A small version of the photograph mentioned is at the link. A larger version is at the Our Lady of the Angels (OLA) memorial site, along with a picture of John in happier days. As mentioned on that site, “This photograph became the defining image of the Our Lady of the Angels fire, seen around the world, and made into a moving fire prevention poster.”
I was reading the site’s FAQ about the fire, and I still just…can’t…imagine how awful it must have been for the children, the nuns, the families, the firefighters, the community. It’s so so sad.
I read a book about the fire once, and it was one of the toughest reads of my life. How the families and the neighborhood moved on from that, I can’t imagine.
The neighborhood didn’t, according to that tribute site. On the page with a map of where the neighborhood is located in Chicago, it says:
Living in Chicago I’d heard about this fire but since I wasn’t born and raised here I didn’t know many details. As I’ve been reading this tribute site I’m finally learning. The tributes to each child are very moving, with memories posted by families and friends. I’d like to read the books you and rocking chair have mentioned.

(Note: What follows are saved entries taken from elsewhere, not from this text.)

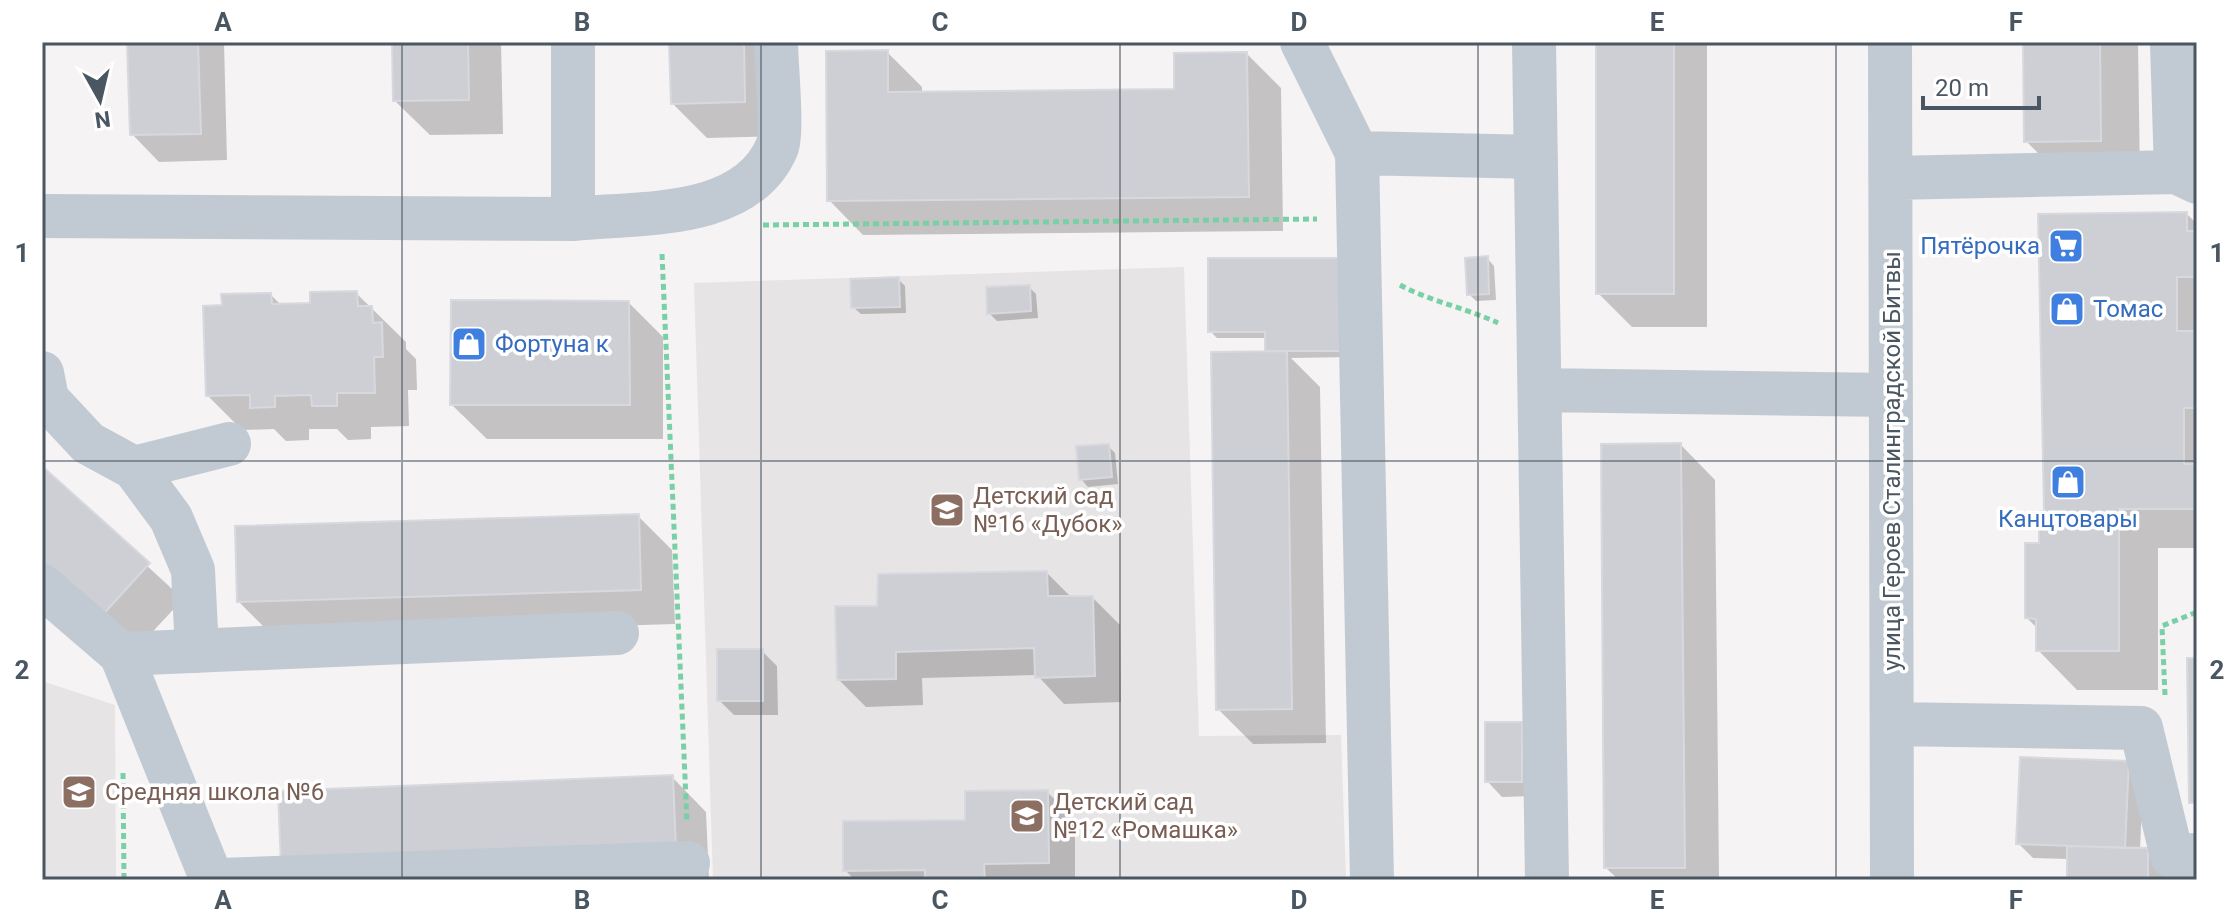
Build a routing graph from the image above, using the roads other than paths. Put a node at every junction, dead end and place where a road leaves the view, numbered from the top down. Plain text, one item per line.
1 (573, 42) edge
2 (776, 42) edge
3 (1302, 42) edge
4 (1534, 42) edge
5 (1890, 42) edge
6 (2172, 42) edge
7 (2186, 119) edge
8 (1357, 153) junction
9 (1536, 157) junction
10 (2186, 177) edge
11 (1891, 178) junction
12 (42, 216) edge
13 (573, 219) junction
14 (42, 373) edge
15 (1540, 390) junction
16 (1891, 395) junction
17 (229, 444) dead end
18 (134, 468) junction
19 (42, 586) edge
20 (617, 633) dead end
21 (197, 651) junction
22 (121, 654) junction
23 (1892, 724) junction
24 (688, 863) road end
25 (2180, 864) edge
26 (212, 880) edge
27 (220, 880) edge
28 (1372, 880) edge
29 (1547, 880) edge
30 (1892, 880) edge

1 - 13 street
2 - 13 street
3 - 8 street
4 - 9 street
5 - 11 street, улица Героев Сталинградской Битвы
6 - 7 street
7 - 10 street
8 - 9 street
8 - 28 street
9 - 15 street
10 - 11 street
11 - 16 street, улица Героев Сталинградской Битвы
12 - 13 street
14 - 18 street
15 - 16 street
15 - 29 street
16 - 23 street, улица Героев Сталинградской Битвы
17 - 18 street
18 - 21 street
19 - 22 street
20 - 21 street
21 - 22 street
22 - 26 street
23 - 25 street
23 - 30 street, улица Героев Сталинградской Битвы
24 - 27 street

I’m trying to imagine what this newspaper’s front page, 5 days later, with the pictures of 72 of the (then) 89 victims (three more children died in the hospital after this appeared) did to the people of Chicago. It’s shocking and sobering enough now, but at the time, when everyone was still in shock…wow.
You don’t have to be from Chicago to imagine the horror. The photograph looks familiar to me. I would have been fifteen at the time and in high school. That is the Chicago fire that everyone should remember.
I was just two when the fire struck. During my childhood, just the mention of this horrible event would reduce people to tears. Utterly devastating. I never saw the map with the homes of the victims identified. It really puts it in a different perspective.
I am 41 and grew up in a Philadelphia neighborhood where the Catholic school was the center, much as the Chicago neighborhood, and I find it unfathomable to imagine something like that.
I feel punched in the gut. 92 children…from a neighborhood…from the same school.
The people who had to go on.
Mixed emotions: glad I read this thread, kind of sick to think about it.
a very good description of the school, neighbourhood, fire, and families. (in one of those “funny” hmmmm moments, one of the writers was charged with arson, a few years after the book was published.)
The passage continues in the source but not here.